Rodolfo Cardenal
La negociación del rescate financiero del país con el FMI ha consensuado “acuerdos preliminares”, según este. Pero eso no significa que el acuerdo sea inminente. Las condiciones del FMI suponen una capitulación que Bukele aún no está dispuesto a aceptar. Resistirá hasta que su situación sea insostenible. Los avances convenidos provisionalmente incluyen un ajuste fiscal, reservas para el sistema financiero, transparencia y gobernanza.
El ajuste fiscal del 3.5 por ciento del PIB en tres años para hacer viable la deuda pública figura en la agenda desde el comienzo de las pláticas. El ajuste se concretaría con despidos masivos en el sector público y la subida de los impuestos. Ninguna de esas medidas representa mayor dificultad para Bukele, porque no hay elecciones a la vista y, sobre todo, porque sus leales le juraron sufrir cualquier “medicina amarga” sin protestar y con una sonrisa. En teoría, el ajuste no incluye recortar el gasto social como es usual. Al contrario, el acuerdo prevé que aumente, así como también la inversión en “infraestructura crítica”, es decir, no la construida dispendiosamente para engrandecer a Bukele.
El bitcoin tampoco es un obstáculo, porque los riesgos iniciales no se han concretado y, sobre todo, porque no ha sido aceptado socialmente. No representa más que una pequeña porción de los activos de la reserva del país. Inaceptable sería que el FMI exigiera retirarlo de la circulación como moneda de curso legal, porque eso representaría una bofetada para los hermanos Bukele. El Fondo se limita a pedir mayor regulación.
La piedra de tropiezo del acuerdo no es de orden económico, sino político. El FMI exige transparencia y gobernabilidad, lo cual atenta contra la naturaleza de la dictadura. Sacar a la luz la información oculta, gobernar de cara a la opinión pública, respetar la institucionalidad estatal y responder eficazmente a las demandas sociales son cuestiones inaceptables. Es claro que el FMI es consciente del avance de la corrupción y la irresponsabilidad fiscal.
El simple hecho de solicitar un rescate financiero coloca en entredicho el milagro del que tanto se enorgullece Bukele. El país no está en vías de ninguna reinvención que deje perplejo al mundo. El Salvador recorre la misma senda que Argentina, Ecuador, Pakistán, Egipto, Etiopía, Líbano, Sri Lanka y Ghana, países que recientemente han negociado rescates multimillonarios con el FMI. La pésima gestión gubernamental los llevó a la bancarrota y los obligó a solicitar un rescate financiero. Dicho de otra manera, la familia Bukele ha llevado al país a la ruina financiera. Es por eso que el FMI no aprueba el programa de rescate hasta no verificar que el país solicitante está comprometido con una gestión sana y sostenible.
Es entendible que Bukele se resista a convenir el rescate con el Fondo. Suscribir un acuerdo para superar los desequilibrios macroeconómicos y fortalecer las finanzas públicas no solo es reconocer el fracaso de su gestión, sino también gobernar según los lineamientos del banco y sometido a una constante supervisión. Así, pues, un detestado organismo internacional como el FMI pondría fin a su trasnochada ideología de soberanía absoluta. El raquítico crecimiento de la economía, la poca inversión extranjera directa y la deuda astronómica e imparable lo han colocado ante una decisión dolorosa, pero inevitable. Su alternativa es capitular ante el FMI o suicidarse financieramente.
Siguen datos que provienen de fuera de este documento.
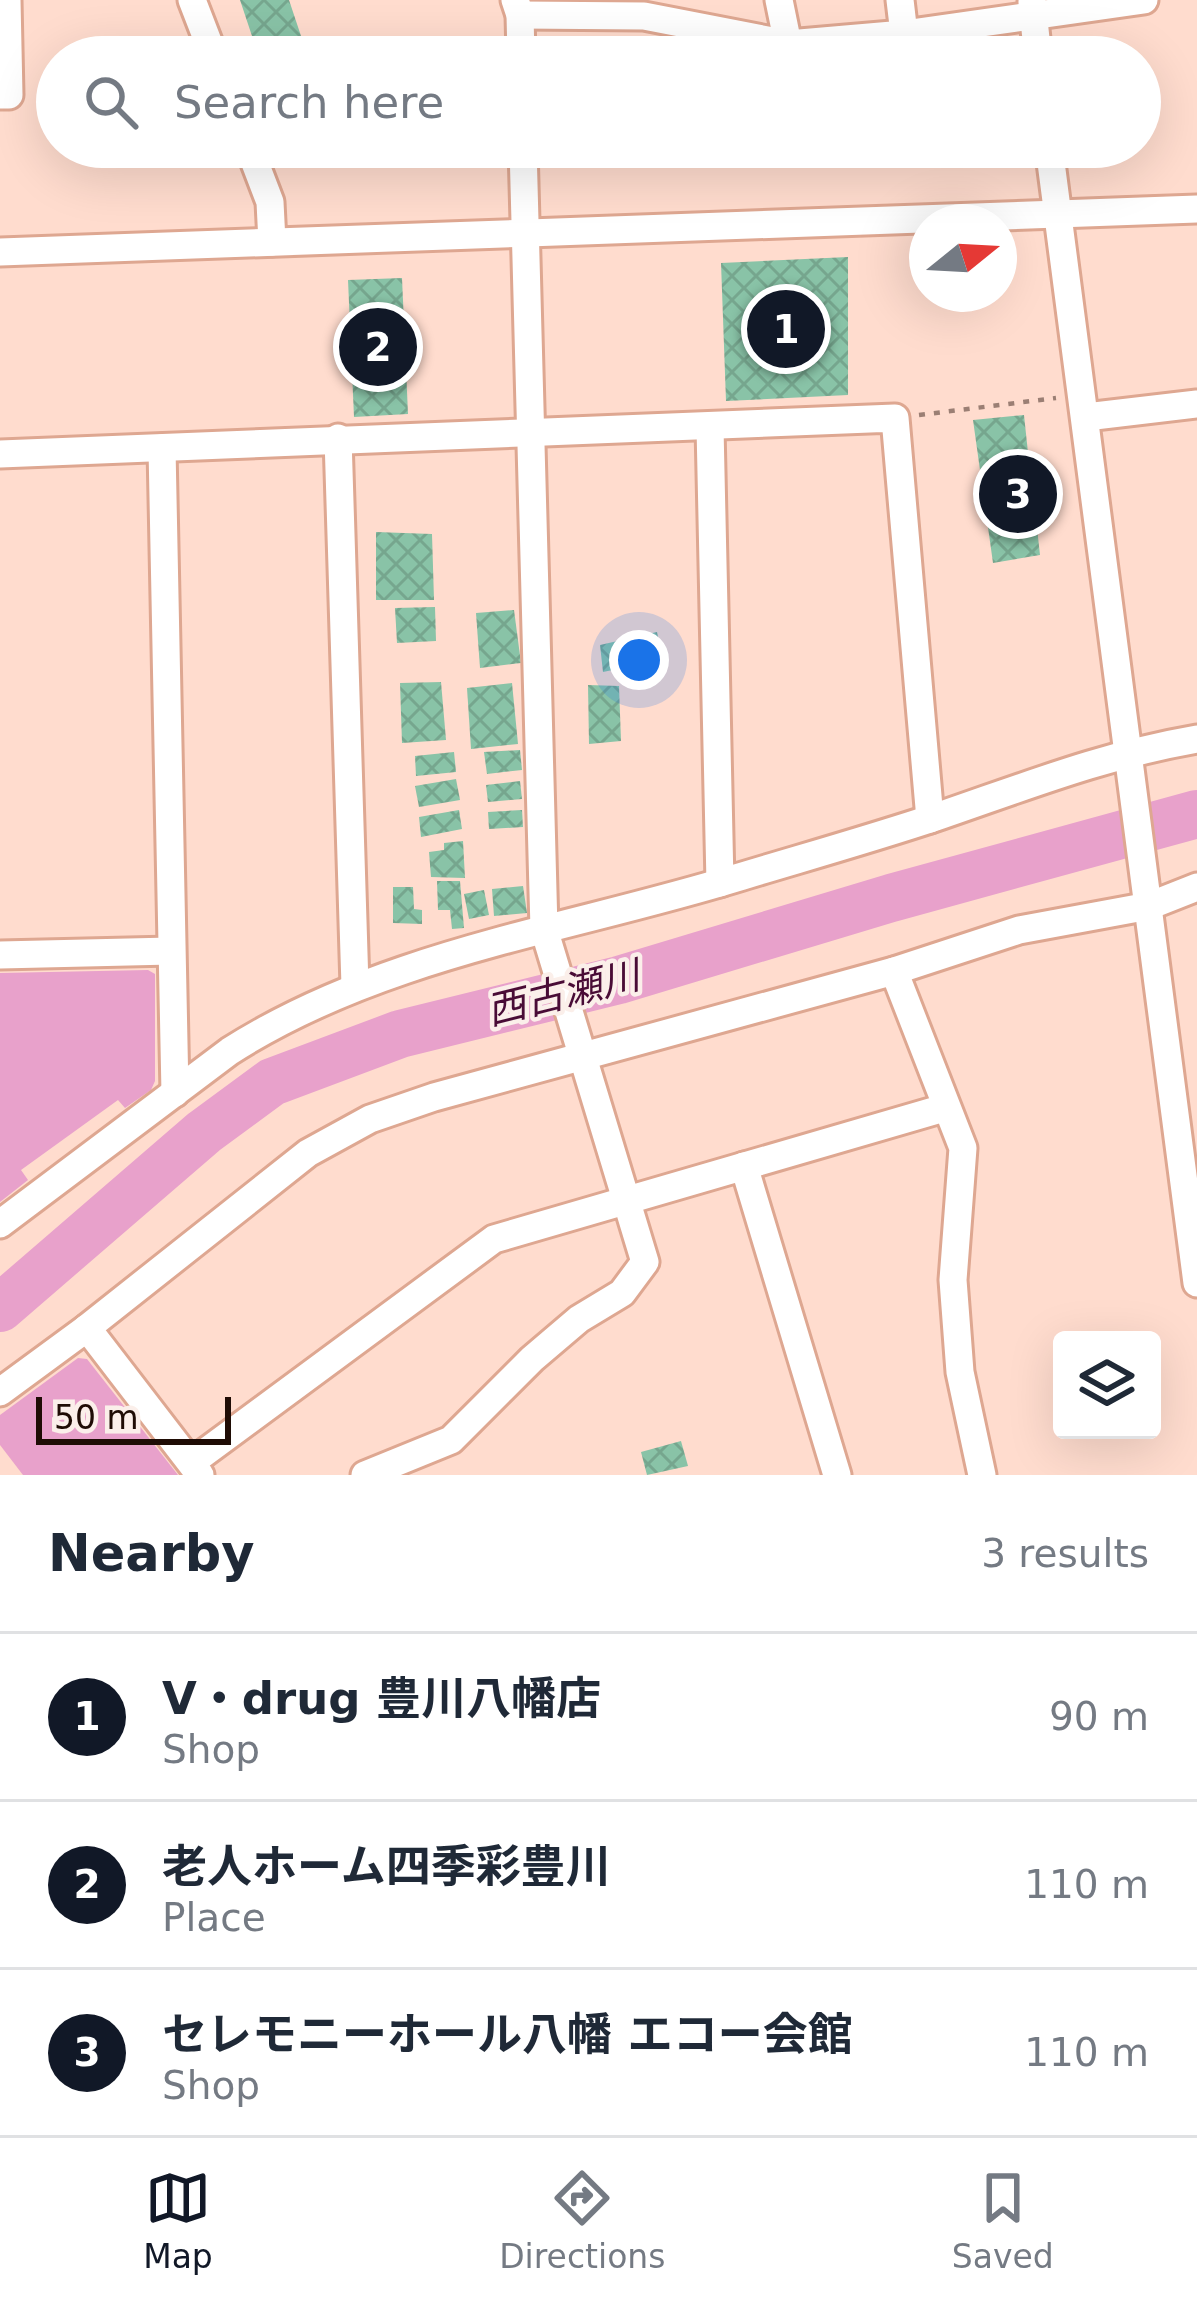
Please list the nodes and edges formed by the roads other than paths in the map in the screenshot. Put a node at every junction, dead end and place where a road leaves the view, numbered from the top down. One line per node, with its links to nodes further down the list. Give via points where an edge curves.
1 (7, 0): 14 (street, via 9,95)
2 (192, 0): 10 (street)
3 (779, 0): 12 (street)
4 (900, 0): 9 (street)
5 (1144, 0): 8 (street)
6 (518, 8): 7 (street)
7 (643, 8): 11 (street)
8 (1033, 9): 9 (street)
9 (904, 34): 13 (street)
10 (206, 36)
11 (756, 36)
12 (786, 36)
13 (881, 36)
14 (0, 95)
15 (257, 168): 21 (street)
16 (523, 168): 20 (street)
17 (1051, 168): 19 (street)
18 (1197, 209): 19 (street)
19 (1056, 215): 20 (street); 24 (street)
20 (524, 233): 21 (street); 26 (street)
21 (272, 242): 22 (street)
22 (0, 252)
23 (1197, 404): 24 (street)
24 (1085, 406): 31 (street)
25 (710, 427): 26 (street); 32 (street, via 895,418); 33 (street)
26 (531, 432): 27 (street); 36 (street)
27 (338, 438): 28 (street); 40 (street)
28 (162, 448): 29 (street); 37 (street)
29 (0, 454)
30 (1197, 739): 31 (street)
31 (1128, 751): 32 (street); 35 (street)
32 (930, 819): 33 (street)
33 (720, 883): 36 (street)
34 (1197, 887): 35 (street)
35 (1149, 906): 39 (street, via 1019,930); 47 (street)
36 (544, 929): 40 (street); 41 (street)
37 (171, 951): 38 (street); 42 (street)
38 (0, 955)
39 (894, 971): 41 (street); 43 (street)
40 (356, 986): 42 (street, via 259,1032)
41 (577, 1047): 45 (street); 48 (street, via 370,1119 308,1153)
42 (175, 1093): 46 (street)
43 (944, 1108): 44 (street); 53 (street, via 963,1148 953,1280 960,1372)
44 (743, 1166): 45 (street); 52 (street)
45 (628, 1200): 50 (street, via 494,1239); 51 (street, via 645,1262 622,1293 532,1359 451,1440)
46 (0, 1224)
47 (1197, 1283)
48 (87, 1328): 49 (street); 50 (street)
49 (0, 1392)
50 (196, 1468)
51 (365, 1475)
52 (837, 1475)
53 (982, 1475)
Aceptar y poner en práctica las condiciones del FMI cambiaría radicalmente el rumbo del país y el talante dictatorial de Bukele. El acuerdo lo dejaría sin escapatorias. Tendría que cumplir o hundirse, arrastrando consigo a su familia y al país entero. La repugnancia visceral que pueda experimentar a someterse al FMI es comprensible, pero se le acaba el tiempo y su posición es cada vez más insostenible.
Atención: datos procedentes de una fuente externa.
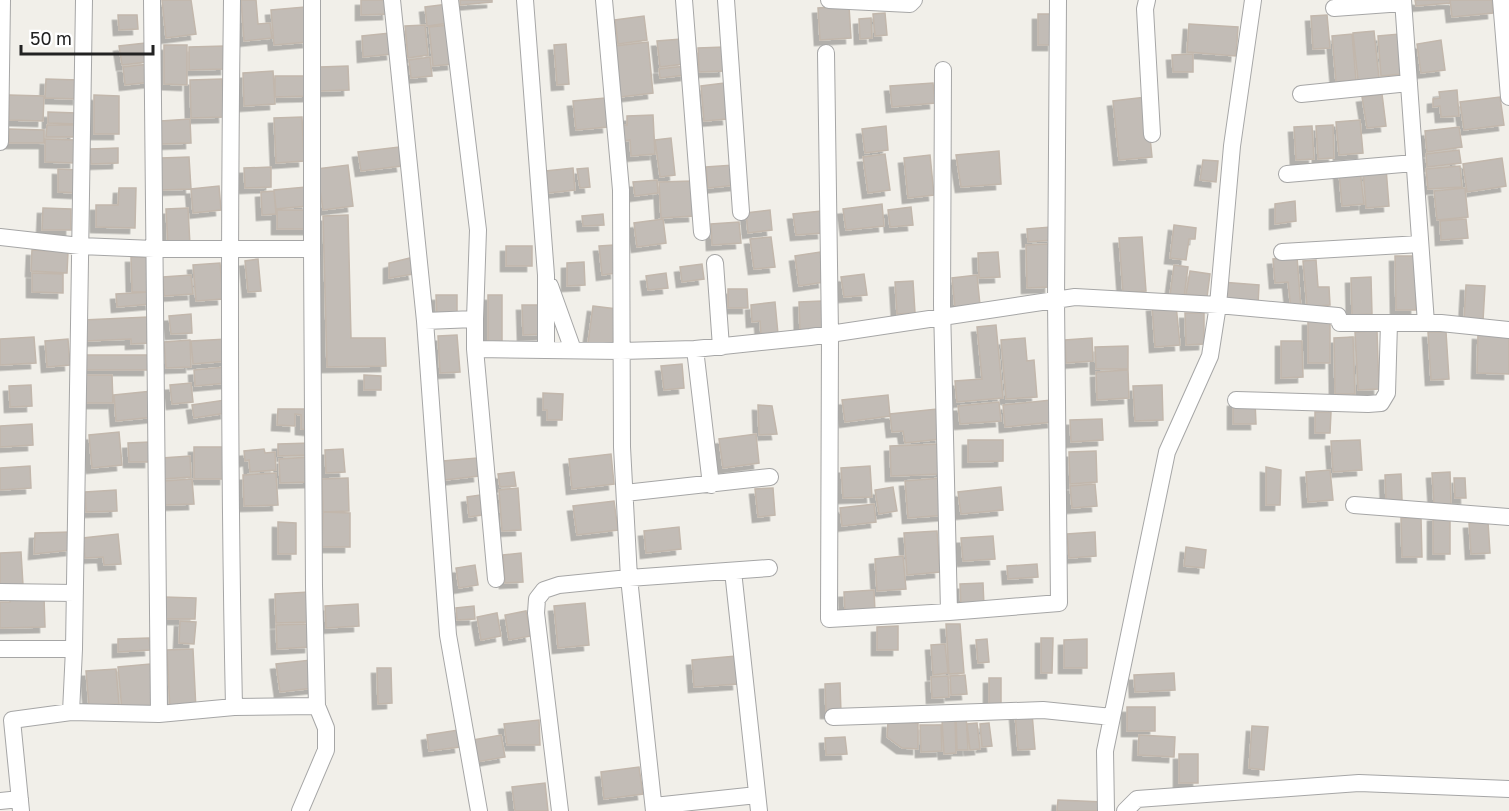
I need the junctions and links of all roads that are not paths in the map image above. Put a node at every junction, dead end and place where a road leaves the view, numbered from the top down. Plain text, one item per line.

El momento de “la medicina amarga” parece inminente. No solo sus leales y el país entero tendrán que tomar dicho medicamento; Bukele también tendrá que tragarse una cucharada grande de su propia medicina. Uno más poderoso se dispone a administrársela. Llega la hora en que debe dar el ejemplo y aceptar el remedio amargo sin protestar y sonriente. Es tiempo de ejercitar la paciencia, de reducir la vanidad a niveles normales y de aprender de los errores. Voluntad política no tiene, humildad tampoco. Pero la ruina financiera apremia. La alternativa es finalizar el cuento de una buena vez, un cuento sin un final feliz.